Rezension

Die Süße. Die Sanfte. Die Zarte.

Süß -

Süß
von Ann-Kristin Tlusty

Bewertet mit 5 Sternen

Ann-Kristin Tlusty erfindet das Rad in dieser feministischen Kritik gewiss nicht neu. Tlusty hinterfragt den Potenzfeminismus und warum es nicht einfach ausreicht sich zu „empowern“, denn eine gläserne Decke (und manchmal sogar Wände) verhindert, dass Frauen in höhere Sphären von gesellschaftlicher, ökonomischer und politischer Macht aufsteigen können. Ok, kennt man schon.

Neu und interessant war aber die eingeteilte Betrachtung von süßen, sanften und zarten Frauen. Die süße Frau passt sich auf Kosten ihrer eigenen Bedürfnisse denen ihrer Umwelt an aus Angst zu enttäuschen und lässt sich dabei zu Dingen verleiten und überreden, die nicht in ihrem persönlichen Sinne sind. Die sanfte Frau schultert die Sorgen und das Leid der übrigen Welt auf ihre Schultern und übernimmt den Großteil unbezahlter (teils ungewürdigter) Care-Arbeit zusätzlich zu einer bezahlten Tätigkeit. Die zarte Frau ist jene mit ambivalenten Seiten: Sie ist in feministischer Hinsicht durchaus gebildet und weist dennoch Rudimente einer veralteten Epoche auf, nach denen sie unschuldig, lieblich und damit harmlos und abhängig scheint.

Tlusty hat für jede dieser Seiten Beispiele, anhand derer sie differenziert aufzeigt, dass auch die größten Feministinnen immer wieder in erlernte Skripte davon zurückfallen, was gesellschaftlich als Frau-sein angesehen wird. Freitag.de artikelte dazu passend, „Warum also emanzipierte Frauen plötzlich flirty und süß auftreten, obwohl sie dies unangenehm finden“.

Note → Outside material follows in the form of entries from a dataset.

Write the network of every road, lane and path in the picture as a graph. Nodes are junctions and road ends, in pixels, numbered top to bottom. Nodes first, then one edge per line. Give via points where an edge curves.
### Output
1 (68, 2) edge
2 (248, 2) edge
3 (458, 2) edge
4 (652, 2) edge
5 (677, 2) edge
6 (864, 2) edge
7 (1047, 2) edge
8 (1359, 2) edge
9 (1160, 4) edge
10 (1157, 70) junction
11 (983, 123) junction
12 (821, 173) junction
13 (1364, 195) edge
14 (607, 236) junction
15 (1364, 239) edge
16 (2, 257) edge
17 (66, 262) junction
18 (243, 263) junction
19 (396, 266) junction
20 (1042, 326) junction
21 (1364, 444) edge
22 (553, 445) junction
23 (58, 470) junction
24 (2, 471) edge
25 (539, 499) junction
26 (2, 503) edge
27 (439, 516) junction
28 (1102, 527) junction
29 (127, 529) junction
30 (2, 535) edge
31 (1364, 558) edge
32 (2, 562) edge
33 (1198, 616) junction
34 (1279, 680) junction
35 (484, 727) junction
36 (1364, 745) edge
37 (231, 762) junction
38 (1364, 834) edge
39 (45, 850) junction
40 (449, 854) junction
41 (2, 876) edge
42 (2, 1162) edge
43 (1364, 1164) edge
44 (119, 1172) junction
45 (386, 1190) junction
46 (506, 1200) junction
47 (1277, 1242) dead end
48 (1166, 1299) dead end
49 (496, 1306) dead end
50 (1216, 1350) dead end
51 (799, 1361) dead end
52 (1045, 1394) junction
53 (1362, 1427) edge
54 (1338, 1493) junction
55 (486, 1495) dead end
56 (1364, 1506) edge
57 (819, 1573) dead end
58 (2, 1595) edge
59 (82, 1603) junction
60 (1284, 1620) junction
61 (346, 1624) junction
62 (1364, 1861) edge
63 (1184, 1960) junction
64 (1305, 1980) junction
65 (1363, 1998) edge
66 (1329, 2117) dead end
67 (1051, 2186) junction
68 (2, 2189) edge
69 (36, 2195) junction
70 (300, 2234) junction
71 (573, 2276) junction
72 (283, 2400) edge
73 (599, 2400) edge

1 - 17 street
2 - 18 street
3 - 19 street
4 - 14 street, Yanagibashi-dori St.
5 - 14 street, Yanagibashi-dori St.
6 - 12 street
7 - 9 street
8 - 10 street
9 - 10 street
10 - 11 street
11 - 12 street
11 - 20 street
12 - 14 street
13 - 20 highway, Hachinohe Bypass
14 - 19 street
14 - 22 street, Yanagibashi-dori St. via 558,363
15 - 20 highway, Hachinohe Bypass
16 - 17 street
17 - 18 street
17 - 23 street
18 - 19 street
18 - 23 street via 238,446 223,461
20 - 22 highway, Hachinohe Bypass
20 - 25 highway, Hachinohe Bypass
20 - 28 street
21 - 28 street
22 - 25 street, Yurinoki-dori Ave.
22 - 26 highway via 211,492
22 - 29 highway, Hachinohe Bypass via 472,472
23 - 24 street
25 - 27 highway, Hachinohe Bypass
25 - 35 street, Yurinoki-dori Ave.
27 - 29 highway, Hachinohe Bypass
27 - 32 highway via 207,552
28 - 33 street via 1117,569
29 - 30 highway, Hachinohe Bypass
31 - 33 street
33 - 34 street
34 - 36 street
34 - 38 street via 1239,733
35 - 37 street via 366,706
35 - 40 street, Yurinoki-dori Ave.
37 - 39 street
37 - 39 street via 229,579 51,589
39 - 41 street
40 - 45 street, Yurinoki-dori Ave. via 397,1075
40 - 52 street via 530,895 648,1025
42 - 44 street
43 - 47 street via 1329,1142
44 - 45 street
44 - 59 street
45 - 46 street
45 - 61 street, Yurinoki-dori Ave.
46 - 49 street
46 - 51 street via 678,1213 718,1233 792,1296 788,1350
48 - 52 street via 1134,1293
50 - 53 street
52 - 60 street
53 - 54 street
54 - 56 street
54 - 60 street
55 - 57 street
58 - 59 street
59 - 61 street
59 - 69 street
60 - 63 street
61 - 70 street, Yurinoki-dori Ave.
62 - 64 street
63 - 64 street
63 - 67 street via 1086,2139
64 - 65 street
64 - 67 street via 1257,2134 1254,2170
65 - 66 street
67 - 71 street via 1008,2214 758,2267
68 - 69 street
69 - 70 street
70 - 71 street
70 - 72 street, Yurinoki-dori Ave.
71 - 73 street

Tlusty argumentiert aber nicht mit der Abschaffung des Süßen, des Zarten und des Sanften, sondern plädiert für eine offenere Gesellschaft, in welcher diese Komponenten auch für Männer, Non-Binäre und alles dazwischen optional sind und sich niemand mehr in erwarteten Rollenbildern bewegen sollte.

 

Trotz des zuckrigen Titels schreibt Ann-Katrin Tlusty sehr sachlich; allzu viel Sarkasmus, wie in manchen anderen Büchern, die ich bisher gelesen habe, bin ich hier nicht begegnet. Es ist tatsächlich mehr eine Kritik und weniger eine Streitschrift, regt zum Reflektieren an und ist somit durchaus lesenswert.